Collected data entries
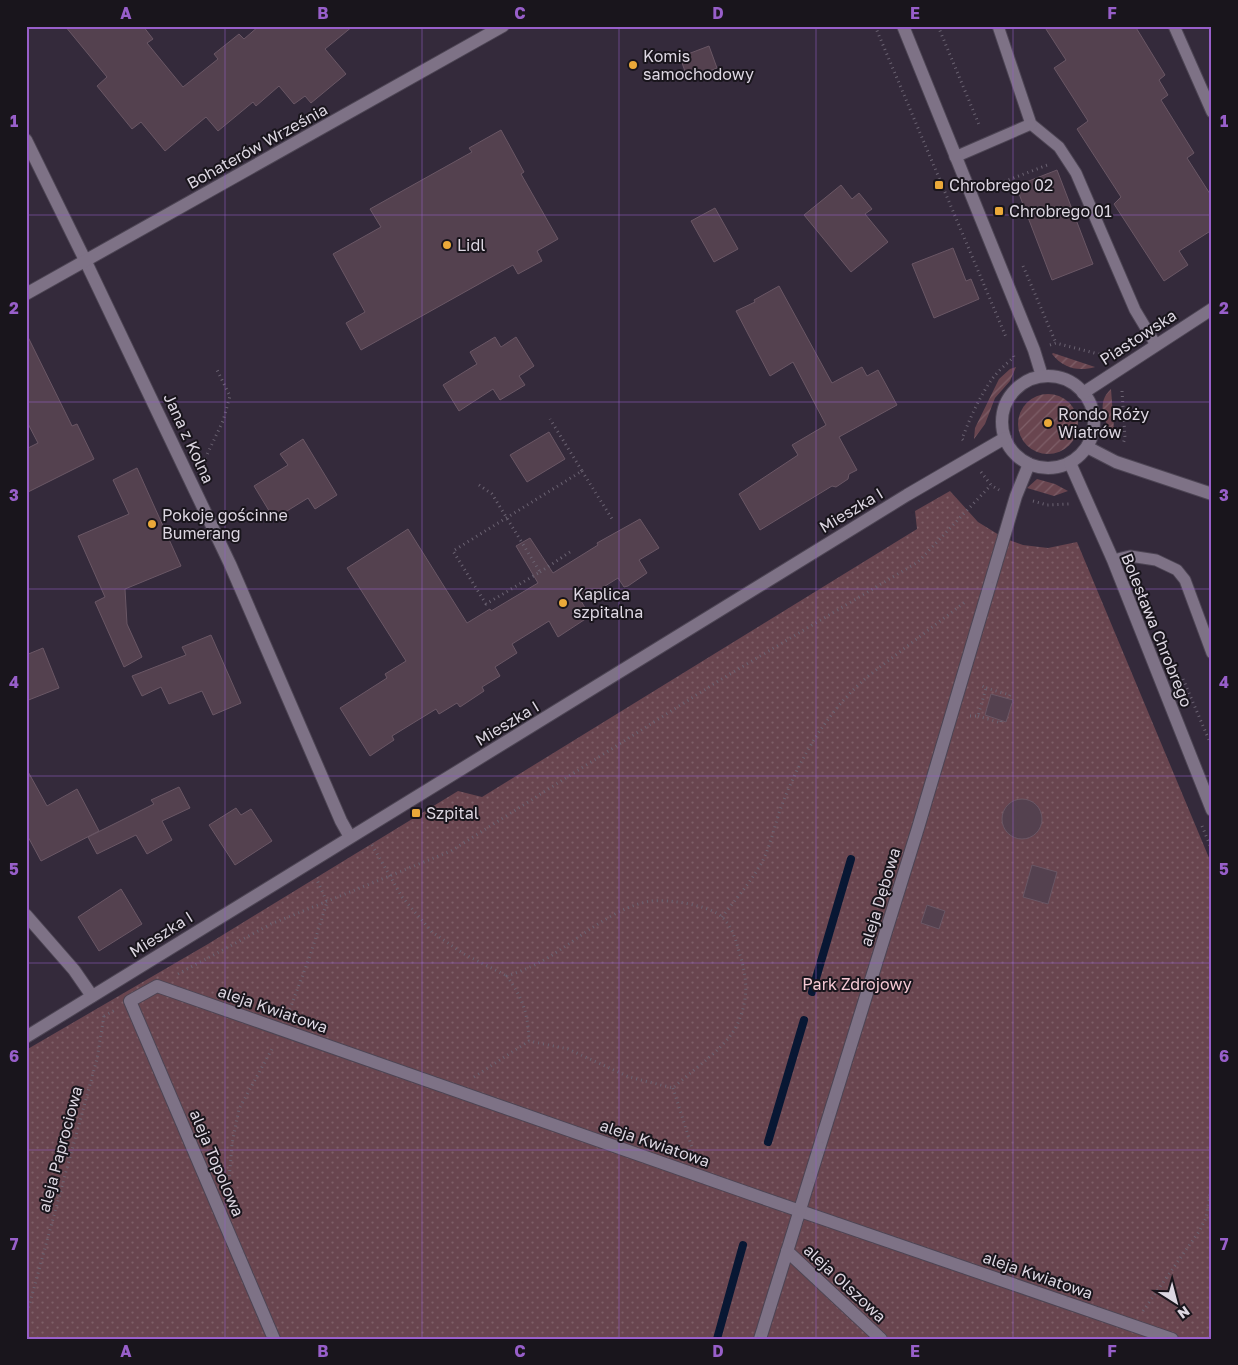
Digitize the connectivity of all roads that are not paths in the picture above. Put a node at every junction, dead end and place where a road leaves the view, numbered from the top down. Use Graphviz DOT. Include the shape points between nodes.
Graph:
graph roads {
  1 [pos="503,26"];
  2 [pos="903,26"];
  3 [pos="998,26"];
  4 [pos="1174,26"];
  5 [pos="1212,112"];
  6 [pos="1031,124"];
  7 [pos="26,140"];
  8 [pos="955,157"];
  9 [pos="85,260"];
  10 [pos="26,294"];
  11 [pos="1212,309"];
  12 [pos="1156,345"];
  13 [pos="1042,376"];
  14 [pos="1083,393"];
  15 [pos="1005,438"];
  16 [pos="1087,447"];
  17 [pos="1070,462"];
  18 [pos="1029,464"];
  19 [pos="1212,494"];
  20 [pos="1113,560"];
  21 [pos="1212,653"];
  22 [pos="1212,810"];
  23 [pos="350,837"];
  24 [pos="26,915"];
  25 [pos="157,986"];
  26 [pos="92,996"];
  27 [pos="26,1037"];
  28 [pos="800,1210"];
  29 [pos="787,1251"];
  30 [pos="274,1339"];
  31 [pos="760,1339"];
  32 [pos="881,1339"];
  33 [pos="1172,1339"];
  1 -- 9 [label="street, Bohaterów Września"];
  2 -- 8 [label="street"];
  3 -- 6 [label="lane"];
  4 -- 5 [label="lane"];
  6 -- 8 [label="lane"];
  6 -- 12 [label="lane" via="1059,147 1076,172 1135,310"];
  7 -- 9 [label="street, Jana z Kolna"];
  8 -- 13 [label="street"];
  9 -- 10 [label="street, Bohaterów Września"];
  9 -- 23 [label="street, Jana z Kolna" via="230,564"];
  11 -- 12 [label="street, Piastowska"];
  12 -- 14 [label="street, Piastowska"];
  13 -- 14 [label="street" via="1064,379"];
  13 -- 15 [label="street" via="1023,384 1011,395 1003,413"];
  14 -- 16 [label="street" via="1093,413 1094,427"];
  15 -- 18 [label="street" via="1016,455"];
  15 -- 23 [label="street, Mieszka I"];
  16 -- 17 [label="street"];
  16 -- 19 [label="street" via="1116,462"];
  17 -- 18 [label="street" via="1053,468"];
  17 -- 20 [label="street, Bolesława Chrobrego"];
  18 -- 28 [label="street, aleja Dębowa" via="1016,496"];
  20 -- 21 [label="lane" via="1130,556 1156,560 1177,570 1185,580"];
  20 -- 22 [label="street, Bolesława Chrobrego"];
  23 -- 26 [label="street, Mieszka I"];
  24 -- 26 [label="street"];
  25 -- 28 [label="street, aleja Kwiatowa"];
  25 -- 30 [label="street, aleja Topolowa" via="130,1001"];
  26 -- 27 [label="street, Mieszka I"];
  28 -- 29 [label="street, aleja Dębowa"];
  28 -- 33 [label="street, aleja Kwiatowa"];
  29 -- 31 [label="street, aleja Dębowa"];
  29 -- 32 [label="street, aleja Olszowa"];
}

PROBLEM REQUIREMENTS: Keep every word of the records above exactly, and return them with no pictures.

SOLUTION FOR THIS TASK:
Digitize the connectivity of all roads that are not paths in the picture above. Put a node at every junction, dead end and place where a road leaves the view, numbered from the top down. Use Graphviz DOT. Include the shape points between nodes.
Graph:
graph roads {
  1 [pos="503,26"];
  2 [pos="903,26"];
  3 [pos="998,26"];
  4 [pos="1174,26"];
  5 [pos="1212,112"];
  6 [pos="1031,124"];
  7 [pos="26,140"];
  8 [pos="955,157"];
  9 [pos="85,260"];
  10 [pos="26,294"];
  11 [pos="1212,309"];
  12 [pos="1156,345"];
  13 [pos="1042,376"];
  14 [pos="1083,393"];
  15 [pos="1005,438"];
  16 [pos="1087,447"];
  17 [pos="1070,462"];
  18 [pos="1029,464"];
  19 [pos="1212,494"];
  20 [pos="1113,560"];
  21 [pos="1212,653"];
  22 [pos="1212,810"];
  23 [pos="350,837"];
  24 [pos="26,915"];
  25 [pos="157,986"];
  26 [pos="92,996"];
  27 [pos="26,1037"];
  28 [pos="800,1210"];
  29 [pos="787,1251"];
  30 [pos="274,1339"];
  31 [pos="760,1339"];
  32 [pos="881,1339"];
  33 [pos="1172,1339"];
  1 -- 9 [label="street, Bohaterów Września"];
  2 -- 8 [label="street"];
  3 -- 6 [label="lane"];
  4 -- 5 [label="lane"];
  6 -- 8 [label="lane"];
  6 -- 12 [label="lane" via="1059,147 1076,172 1135,310"];
  7 -- 9 [label="street, Jana z Kolna"];
  8 -- 13 [label="street"];
  9 -- 10 [label="street, Bohaterów Września"];
  9 -- 23 [label="street, Jana z Kolna" via="230,564"];
  11 -- 12 [label="street, Piastowska"];
  12 -- 14 [label="street, Piastowska"];
  13 -- 14 [label="street" via="1064,379"];
  13 -- 15 [label="street" via="1023,384 1011,395 1003,413"];
  14 -- 16 [label="street" via="1093,413 1094,427"];
  15 -- 18 [label="street" via="1016,455"];
  15 -- 23 [label="street, Mieszka I"];
  16 -- 17 [label="street"];
  16 -- 19 [label="street" via="1116,462"];
  17 -- 18 [label="street" via="1053,468"];
  17 -- 20 [label="street, Bolesława Chrobrego"];
  18 -- 28 [label="street, aleja Dębowa" via="1016,496"];
  20 -- 21 [label="lane" via="1130,556 1156,560 1177,570 1185,580"];
  20 -- 22 [label="street, Bolesława Chrobrego"];
  23 -- 26 [label="street, Mieszka I"];
  24 -- 26 [label="street"];
  25 -- 28 [label="street, aleja Kwiatowa"];
  25 -- 30 [label="street, aleja Topolowa" via="130,1001"];
  26 -- 27 [label="street, Mieszka I"];
  28 -- 29 [label="street, aleja Dębowa"];
  28 -- 33 [label="street, aleja Kwiatowa"];
  29 -- 31 [label="street, aleja Dębowa"];
  29 -- 32 [label="street, aleja Olszowa"];
}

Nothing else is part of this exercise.